**Dataset content**
========================================

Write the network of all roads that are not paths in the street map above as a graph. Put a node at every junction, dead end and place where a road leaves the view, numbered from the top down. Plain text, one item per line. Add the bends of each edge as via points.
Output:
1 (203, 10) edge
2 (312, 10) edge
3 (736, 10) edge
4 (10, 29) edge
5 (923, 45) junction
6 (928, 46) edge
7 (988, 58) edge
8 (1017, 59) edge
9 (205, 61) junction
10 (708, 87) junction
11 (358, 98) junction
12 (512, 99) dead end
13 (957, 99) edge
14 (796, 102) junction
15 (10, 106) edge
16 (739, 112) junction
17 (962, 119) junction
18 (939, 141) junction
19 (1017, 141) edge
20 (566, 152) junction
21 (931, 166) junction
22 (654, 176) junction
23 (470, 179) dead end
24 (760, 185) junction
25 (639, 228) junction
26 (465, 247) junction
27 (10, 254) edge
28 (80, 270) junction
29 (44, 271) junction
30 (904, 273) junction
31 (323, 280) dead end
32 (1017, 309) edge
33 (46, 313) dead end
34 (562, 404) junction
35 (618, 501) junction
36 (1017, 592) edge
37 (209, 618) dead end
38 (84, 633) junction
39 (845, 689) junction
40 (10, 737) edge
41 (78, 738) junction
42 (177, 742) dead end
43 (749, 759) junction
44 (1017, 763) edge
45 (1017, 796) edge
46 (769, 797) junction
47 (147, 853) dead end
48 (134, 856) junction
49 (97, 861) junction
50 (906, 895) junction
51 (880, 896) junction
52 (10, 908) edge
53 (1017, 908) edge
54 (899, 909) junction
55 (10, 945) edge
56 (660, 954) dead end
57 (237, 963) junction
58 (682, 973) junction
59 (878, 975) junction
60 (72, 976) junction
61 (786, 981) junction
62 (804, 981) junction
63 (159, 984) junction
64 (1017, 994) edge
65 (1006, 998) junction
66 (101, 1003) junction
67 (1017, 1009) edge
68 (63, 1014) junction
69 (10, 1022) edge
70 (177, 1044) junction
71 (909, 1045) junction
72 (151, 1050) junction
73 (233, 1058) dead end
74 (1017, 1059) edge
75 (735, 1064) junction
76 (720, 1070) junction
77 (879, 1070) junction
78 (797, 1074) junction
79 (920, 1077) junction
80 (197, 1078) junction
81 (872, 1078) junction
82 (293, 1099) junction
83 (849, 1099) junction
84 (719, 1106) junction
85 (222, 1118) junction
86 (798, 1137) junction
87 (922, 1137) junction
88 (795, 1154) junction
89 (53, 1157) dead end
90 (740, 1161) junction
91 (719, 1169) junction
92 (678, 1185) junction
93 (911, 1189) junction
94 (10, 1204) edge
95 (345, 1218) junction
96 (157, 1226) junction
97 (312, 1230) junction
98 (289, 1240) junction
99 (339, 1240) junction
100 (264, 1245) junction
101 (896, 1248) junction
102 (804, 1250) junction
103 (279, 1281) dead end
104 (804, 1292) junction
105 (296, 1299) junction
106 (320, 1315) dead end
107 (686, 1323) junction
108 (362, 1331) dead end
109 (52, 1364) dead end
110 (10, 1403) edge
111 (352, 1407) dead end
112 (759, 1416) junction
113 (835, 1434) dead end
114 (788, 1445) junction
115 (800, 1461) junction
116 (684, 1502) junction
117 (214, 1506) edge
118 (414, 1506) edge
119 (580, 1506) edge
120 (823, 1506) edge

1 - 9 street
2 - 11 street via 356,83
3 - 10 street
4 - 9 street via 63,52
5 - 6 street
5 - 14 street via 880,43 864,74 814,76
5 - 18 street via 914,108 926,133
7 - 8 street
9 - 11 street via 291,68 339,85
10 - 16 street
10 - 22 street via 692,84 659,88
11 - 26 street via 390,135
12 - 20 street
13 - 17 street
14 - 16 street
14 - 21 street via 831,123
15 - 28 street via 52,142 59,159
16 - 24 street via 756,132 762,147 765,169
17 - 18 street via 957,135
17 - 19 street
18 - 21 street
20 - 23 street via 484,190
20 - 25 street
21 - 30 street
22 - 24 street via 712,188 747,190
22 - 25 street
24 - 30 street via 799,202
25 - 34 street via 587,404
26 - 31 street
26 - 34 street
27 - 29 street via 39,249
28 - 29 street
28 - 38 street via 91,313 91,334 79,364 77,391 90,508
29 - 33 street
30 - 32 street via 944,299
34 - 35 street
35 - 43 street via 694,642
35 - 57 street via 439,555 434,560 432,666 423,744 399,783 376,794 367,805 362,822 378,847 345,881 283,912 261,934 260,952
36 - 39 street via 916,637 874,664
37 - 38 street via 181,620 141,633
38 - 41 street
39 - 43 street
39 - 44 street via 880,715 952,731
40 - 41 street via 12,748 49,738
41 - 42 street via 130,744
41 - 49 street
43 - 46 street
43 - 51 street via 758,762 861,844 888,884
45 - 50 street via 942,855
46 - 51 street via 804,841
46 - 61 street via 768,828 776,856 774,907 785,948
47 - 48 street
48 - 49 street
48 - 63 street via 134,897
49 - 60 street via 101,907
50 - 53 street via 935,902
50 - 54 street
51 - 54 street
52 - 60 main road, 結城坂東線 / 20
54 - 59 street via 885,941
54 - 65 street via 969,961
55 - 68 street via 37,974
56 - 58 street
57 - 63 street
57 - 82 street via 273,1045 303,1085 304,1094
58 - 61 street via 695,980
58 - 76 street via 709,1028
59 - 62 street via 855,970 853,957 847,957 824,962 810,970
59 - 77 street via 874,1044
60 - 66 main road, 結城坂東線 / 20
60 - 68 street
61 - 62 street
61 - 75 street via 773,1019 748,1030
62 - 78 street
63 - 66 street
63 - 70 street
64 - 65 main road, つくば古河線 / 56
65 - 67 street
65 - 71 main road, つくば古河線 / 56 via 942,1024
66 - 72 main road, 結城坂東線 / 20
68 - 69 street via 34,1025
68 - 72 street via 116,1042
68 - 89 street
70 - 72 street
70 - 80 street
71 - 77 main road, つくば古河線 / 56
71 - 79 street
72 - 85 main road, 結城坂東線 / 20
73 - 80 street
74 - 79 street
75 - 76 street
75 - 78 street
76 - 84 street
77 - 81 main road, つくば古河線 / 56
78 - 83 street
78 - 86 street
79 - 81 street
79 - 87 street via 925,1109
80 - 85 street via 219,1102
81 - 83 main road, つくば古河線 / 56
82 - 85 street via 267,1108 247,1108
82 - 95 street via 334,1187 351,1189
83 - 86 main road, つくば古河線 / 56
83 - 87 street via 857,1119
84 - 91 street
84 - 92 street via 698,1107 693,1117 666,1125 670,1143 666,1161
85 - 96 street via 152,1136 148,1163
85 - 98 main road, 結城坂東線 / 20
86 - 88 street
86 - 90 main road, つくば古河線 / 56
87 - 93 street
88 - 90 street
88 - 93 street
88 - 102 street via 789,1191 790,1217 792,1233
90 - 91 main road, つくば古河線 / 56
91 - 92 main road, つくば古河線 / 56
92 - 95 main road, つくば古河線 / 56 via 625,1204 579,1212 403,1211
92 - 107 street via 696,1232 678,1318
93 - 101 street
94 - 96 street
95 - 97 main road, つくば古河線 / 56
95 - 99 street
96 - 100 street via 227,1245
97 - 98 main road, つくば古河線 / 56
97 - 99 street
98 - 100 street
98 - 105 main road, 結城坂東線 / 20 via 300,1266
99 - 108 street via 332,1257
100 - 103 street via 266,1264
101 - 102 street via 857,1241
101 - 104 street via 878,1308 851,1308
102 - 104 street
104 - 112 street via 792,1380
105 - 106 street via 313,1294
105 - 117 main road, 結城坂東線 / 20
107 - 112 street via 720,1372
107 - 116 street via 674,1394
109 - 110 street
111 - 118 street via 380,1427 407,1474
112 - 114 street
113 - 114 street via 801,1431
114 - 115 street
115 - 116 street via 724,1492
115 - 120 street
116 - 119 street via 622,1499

========================================

**What you should do**
Word for word, write out each entry shown above.

**Solution to the problem**
Write the network of all roads that are not paths in the street map above as a graph. Put a node at every junction, dead end and place where a road leaves the view, numbered from the top down. Plain text, one item per line. Add the bends of each edge as via points.
Output:
1 (203, 10) edge
2 (312, 10) edge
3 (736, 10) edge
4 (10, 29) edge
5 (923, 45) junction
6 (928, 46) edge
7 (988, 58) edge
8 (1017, 59) edge
9 (205, 61) junction
10 (708, 87) junction
11 (358, 98) junction
12 (512, 99) dead end
13 (957, 99) edge
14 (796, 102) junction
15 (10, 106) edge
16 (739, 112) junction
17 (962, 119) junction
18 (939, 141) junction
19 (1017, 141) edge
20 (566, 152) junction
21 (931, 166) junction
22 (654, 176) junction
23 (470, 179) dead end
24 (760, 185) junction
25 (639, 228) junction
26 (465, 247) junction
27 (10, 254) edge
28 (80, 270) junction
29 (44, 271) junction
30 (904, 273) junction
31 (323, 280) dead end
32 (1017, 309) edge
33 (46, 313) dead end
34 (562, 404) junction
35 (618, 501) junction
36 (1017, 592) edge
37 (209, 618) dead end
38 (84, 633) junction
39 (845, 689) junction
40 (10, 737) edge
41 (78, 738) junction
42 (177, 742) dead end
43 (749, 759) junction
44 (1017, 763) edge
45 (1017, 796) edge
46 (769, 797) junction
47 (147, 853) dead end
48 (134, 856) junction
49 (97, 861) junction
50 (906, 895) junction
51 (880, 896) junction
52 (10, 908) edge
53 (1017, 908) edge
54 (899, 909) junction
55 (10, 945) edge
56 (660, 954) dead end
57 (237, 963) junction
58 (682, 973) junction
59 (878, 975) junction
60 (72, 976) junction
61 (786, 981) junction
62 (804, 981) junction
63 (159, 984) junction
64 (1017, 994) edge
65 (1006, 998) junction
66 (101, 1003) junction
67 (1017, 1009) edge
68 (63, 1014) junction
69 (10, 1022) edge
70 (177, 1044) junction
71 (909, 1045) junction
72 (151, 1050) junction
73 (233, 1058) dead end
74 (1017, 1059) edge
75 (735, 1064) junction
76 (720, 1070) junction
77 (879, 1070) junction
78 (797, 1074) junction
79 (920, 1077) junction
80 (197, 1078) junction
81 (872, 1078) junction
82 (293, 1099) junction
83 (849, 1099) junction
84 (719, 1106) junction
85 (222, 1118) junction
86 (798, 1137) junction
87 (922, 1137) junction
88 (795, 1154) junction
89 (53, 1157) dead end
90 (740, 1161) junction
91 (719, 1169) junction
92 (678, 1185) junction
93 (911, 1189) junction
94 (10, 1204) edge
95 (345, 1218) junction
96 (157, 1226) junction
97 (312, 1230) junction
98 (289, 1240) junction
99 (339, 1240) junction
100 (264, 1245) junction
101 (896, 1248) junction
102 (804, 1250) junction
103 (279, 1281) dead end
104 (804, 1292) junction
105 (296, 1299) junction
106 (320, 1315) dead end
107 (686, 1323) junction
108 (362, 1331) dead end
109 (52, 1364) dead end
110 (10, 1403) edge
111 (352, 1407) dead end
112 (759, 1416) junction
113 (835, 1434) dead end
114 (788, 1445) junction
115 (800, 1461) junction
116 (684, 1502) junction
117 (214, 1506) edge
118 (414, 1506) edge
119 (580, 1506) edge
120 (823, 1506) edge

1 - 9 street
2 - 11 street via 356,83
3 - 10 street
4 - 9 street via 63,52
5 - 6 street
5 - 14 street via 880,43 864,74 814,76
5 - 18 street via 914,108 926,133
7 - 8 street
9 - 11 street via 291,68 339,85
10 - 16 street
10 - 22 street via 692,84 659,88
11 - 26 street via 390,135
12 - 20 street
13 - 17 street
14 - 16 street
14 - 21 street via 831,123
15 - 28 street via 52,142 59,159
16 - 24 street via 756,132 762,147 765,169
17 - 18 street via 957,135
17 - 19 street
18 - 21 street
20 - 23 street via 484,190
20 - 25 street
21 - 30 street
22 - 24 street via 712,188 747,190
22 - 25 street
24 - 30 street via 799,202
25 - 34 street via 587,404
26 - 31 street
26 - 34 street
27 - 29 street via 39,249
28 - 29 street
28 - 38 street via 91,313 91,334 79,364 77,391 90,508
29 - 33 street
30 - 32 street via 944,299
34 - 35 street
35 - 43 street via 694,642
35 - 57 street via 439,555 434,560 432,666 423,744 399,783 376,794 367,805 362,822 378,847 345,881 283,912 261,934 260,952
36 - 39 street via 916,637 874,664
37 - 38 street via 181,620 141,633
38 - 41 street
39 - 43 street
39 - 44 street via 880,715 952,731
40 - 41 street via 12,748 49,738
41 - 42 street via 130,744
41 - 49 street
43 - 46 street
43 - 51 street via 758,762 861,844 888,884
45 - 50 street via 942,855
46 - 51 street via 804,841
46 - 61 street via 768,828 776,856 774,907 785,948
47 - 48 street
48 - 49 street
48 - 63 street via 134,897
49 - 60 street via 101,907
50 - 53 street via 935,902
50 - 54 street
51 - 54 street
52 - 60 main road, 結城坂東線 / 20
54 - 59 street via 885,941
54 - 65 street via 969,961
55 - 68 street via 37,974
56 - 58 street
57 - 63 street
57 - 82 street via 273,1045 303,1085 304,1094
58 - 61 street via 695,980
58 - 76 street via 709,1028
59 - 62 street via 855,970 853,957 847,957 824,962 810,970
59 - 77 street via 874,1044
60 - 66 main road, 結城坂東線 / 20
60 - 68 street
61 - 62 street
61 - 75 street via 773,1019 748,1030
62 - 78 street
63 - 66 street
63 - 70 street
64 - 65 main road, つくば古河線 / 56
65 - 67 street
65 - 71 main road, つくば古河線 / 56 via 942,1024
66 - 72 main road, 結城坂東線 / 20
68 - 69 street via 34,1025
68 - 72 street via 116,1042
68 - 89 street
70 - 72 street
70 - 80 street
71 - 77 main road, つくば古河線 / 56
71 - 79 street
72 - 85 main road, 結城坂東線 / 20
73 - 80 street
74 - 79 street
75 - 76 street
75 - 78 street
76 - 84 street
77 - 81 main road, つくば古河線 / 56
78 - 83 street
78 - 86 street
79 - 81 street
79 - 87 street via 925,1109
80 - 85 street via 219,1102
81 - 83 main road, つくば古河線 / 56
82 - 85 street via 267,1108 247,1108
82 - 95 street via 334,1187 351,1189
83 - 86 main road, つくば古河線 / 56
83 - 87 street via 857,1119
84 - 91 street
84 - 92 street via 698,1107 693,1117 666,1125 670,1143 666,1161
85 - 96 street via 152,1136 148,1163
85 - 98 main road, 結城坂東線 / 20
86 - 88 street
86 - 90 main road, つくば古河線 / 56
87 - 93 street
88 - 90 street
88 - 93 street
88 - 102 street via 789,1191 790,1217 792,1233
90 - 91 main road, つくば古河線 / 56
91 - 92 main road, つくば古河線 / 56
92 - 95 main road, つくば古河線 / 56 via 625,1204 579,1212 403,1211
92 - 107 street via 696,1232 678,1318
93 - 101 street
94 - 96 street
95 - 97 main road, つくば古河線 / 56
95 - 99 street
96 - 100 street via 227,1245
97 - 98 main road, つくば古河線 / 56
97 - 99 street
98 - 100 street
98 - 105 main road, 結城坂東線 / 20 via 300,1266
99 - 108 street via 332,1257
100 - 103 street via 266,1264
101 - 102 street via 857,1241
101 - 104 street via 878,1308 851,1308
102 - 104 street
104 - 112 street via 792,1380
105 - 106 street via 313,1294
105 - 117 main road, 結城坂東線 / 20
107 - 112 street via 720,1372
107 - 116 street via 674,1394
109 - 110 street
111 - 118 street via 380,1427 407,1474
112 - 114 street
113 - 114 street via 801,1431
114 - 115 street
115 - 116 street via 724,1492
115 - 120 street
116 - 119 street via 622,1499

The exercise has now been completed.